Además, el Supremo ha aclarado que este régimen no solo se aplica a deudas recientes, también a las generadas antes de la reforma de 2025, lo que refuerza su impacto en situaciones acumuladas durante años.

Un caso ilustrativo analizado por la justicia en Madrid refleja el alcance de este criterio. Una comunidad reclamaba a un propietario un total de 6.497,30 euros correspondientes a cuotas impagadas entre 2007 y 2014. Sin embargo, el tribunal consideró prescritas las deudas más antiguas (entre 2007 y 2012), que sumaban aproximadamente 4.800 euros.

Finalmente, el vecino solo tuvo que abonar 1.696 euros correspondientes a los ejercicios de 2013 y 2014. El resultado supuso una reducción superior al 70% de la cantidad inicialmente reclamada.

Pese a la claridad del plazo, la sentencia introduce matices importantes que conviene tener en cuenta.
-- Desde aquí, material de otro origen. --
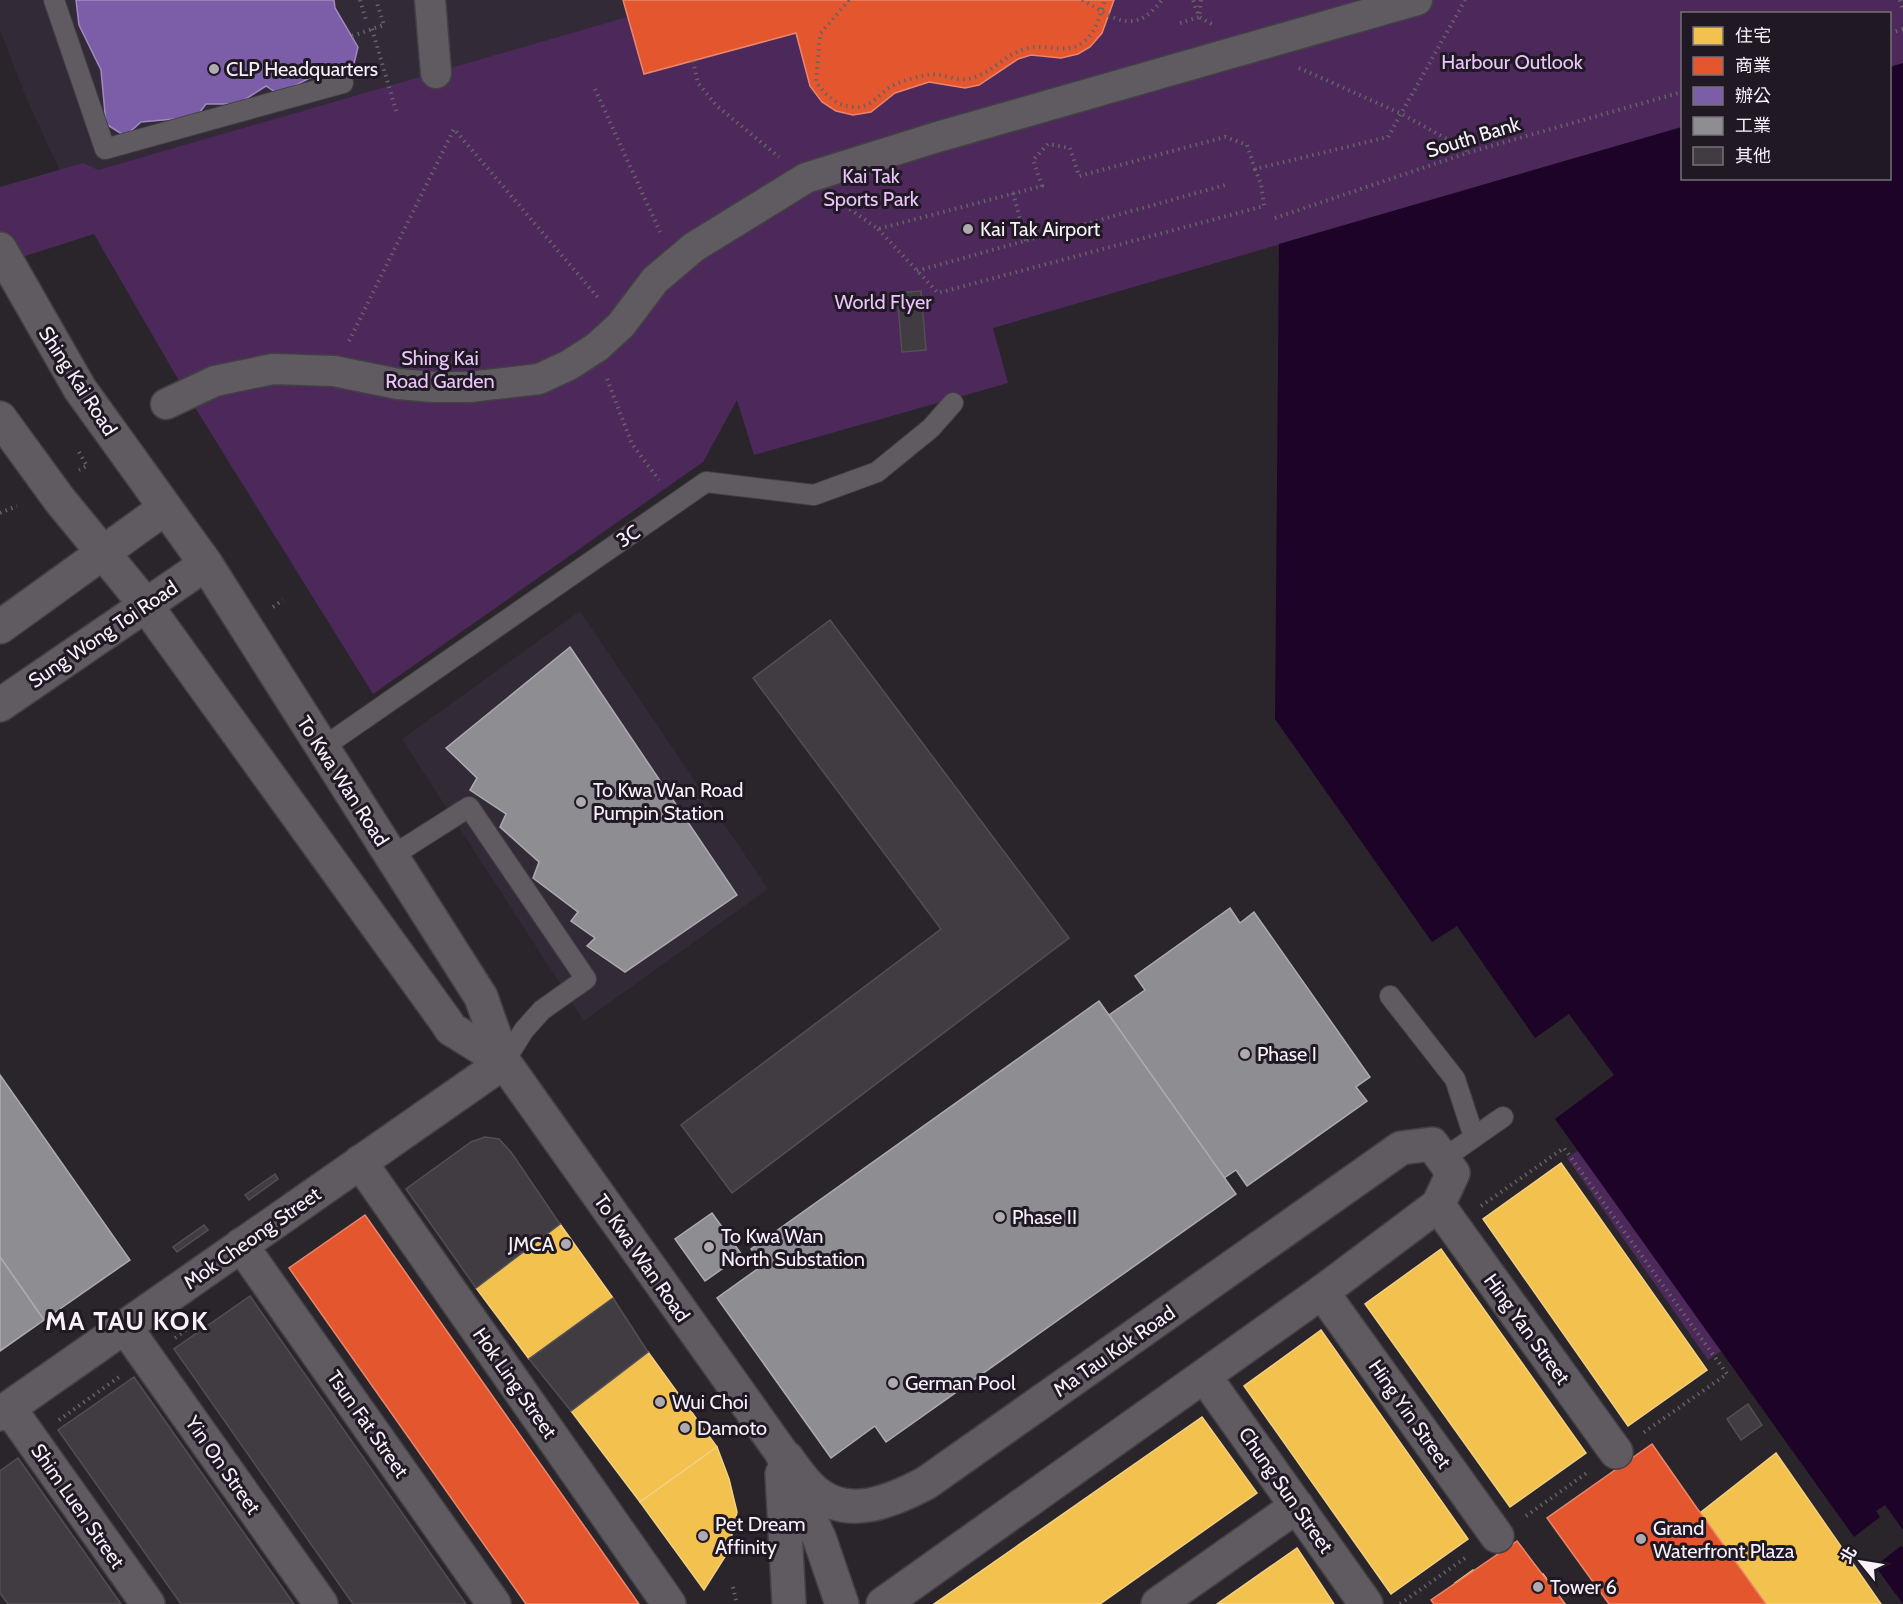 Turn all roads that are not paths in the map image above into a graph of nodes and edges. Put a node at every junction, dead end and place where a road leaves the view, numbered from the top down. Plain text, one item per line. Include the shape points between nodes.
1 (54, 0) edge
2 (430, 0) edge
3 (1417, 0) edge
4 (435, 73) dead end
5 (343, 83) dead end
6 (0, 249) edge
7 (953, 403) dead end
8 (166, 404) dead end
9 (0, 418) edge
10 (165, 508) junction
11 (102, 552) junction
12 (206, 564) junction
13 (146, 604) junction
14 (0, 627) edge
15 (0, 705) edge
16 (322, 748) junction
17 (392, 856) junction
18 (1390, 996) dead end
19 (504, 1062) junction
20 (1503, 1117) dead end
21 (1474, 1137) junction
22 (1443, 1159) junction
23 (360, 1162) junction
24 (1438, 1205) junction
25 (241, 1245) junction
26 (1323, 1292) junction
27 (125, 1327) junction
28 (1205, 1377) junction
29 (4, 1411) edge
30 (781, 1452) junction
31 (1616, 1452) road end
32 (1297, 1506) junction
33 (1497, 1536) road end
34 (148, 1604) edge
35 (321, 1604) edge
36 (494, 1604) edge
37 (669, 1604) edge
38 (789, 1604) edge
39 (842, 1604) edge
40 (883, 1604) edge
41 (1158, 1604) edge
42 (1366, 1604) edge

1 - 5 lane via 105,149
2 - 4 street
3 - 8 street via 806,178 674,262 621,325 597,346 569,365 539,378 504,384 433,387 334,371 273,369 215,381
6 - 10 street, Shing Kai Road via 80,389
7 - 16 lane, 3C / 3C via 931,428 877,472 814,495 706,482
9 - 11 street
10 - 11 street
10 - 12 street, To Kwa Wan Road
11 - 13 street
11 - 14 street
12 - 13 street, Sung Wong Toi Road
12 - 16 street, To Kwa Wan Road
13 - 15 street, Sung Wong Toi Road
13 - 19 street, To Kwa Wan Road via 451,1029
16 - 17 street, To Kwa Wan Road
17 - 19 street, To Kwa Wan Road via 481,997
17 - 19 lane via 470,807 586,979 542,1010
18 - 21 lane via 1455,1079
19 - 23 street, Mok Cheong Street
19 - 30 street, To Kwa Wan Road
20 - 21 lane
21 - 22 lane
22 - 24 street via 1453,1173
22 - 30 street, Ma Tau Kok Road via 1432,1144 1401,1148 926,1483 898,1498 878,1505 835,1504 811,1489
23 - 25 street, Mok Cheong Street
23 - 37 street, Hok Ling Street
24 - 26 street
24 - 31 street, Hing Yan Street
25 - 27 street, Mok Cheong Street
25 - 36 street, Tsun Fat Street
26 - 28 street
26 - 33 street, Hing Yin Street
27 - 29 street, Mok Cheong Street
27 - 35 street, Yin On Street
28 - 32 street, Chung Sun Street
28 - 40 street
29 - 34 street, Shim Luen Street
30 - 38 street
30 - 39 street, To Kwa Wan Road via 820,1540
32 - 41 street
32 - 42 street, Chung Sun Street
En primer lugar, la prescripción no se aplica de oficio: el propietario debe alegarla expresamente durante el procedimiento judicial.

Si no lo hace, el juez puede estimar la reclamación íntegra, incluso si han pasado más de cinco años. En segundo lugar, el plazo puede interrumpirse.

Cualquier reclamación formal, judicial o fehaciente por parte de la comunidad reinicia el contador, lo que permite mantener viva la acción de cobro más allá de ese límite temporal.

En la práctica, la doctrina del Supremo refuerza la importancia de una gestión activa por parte de las comunidades y, al mismo tiempo, introduce una herramienta de defensa relevante para los propietarios. La clave, en ambos casos, ya no está solo en la deuda, sino en el tiempo y cómo se gestiona.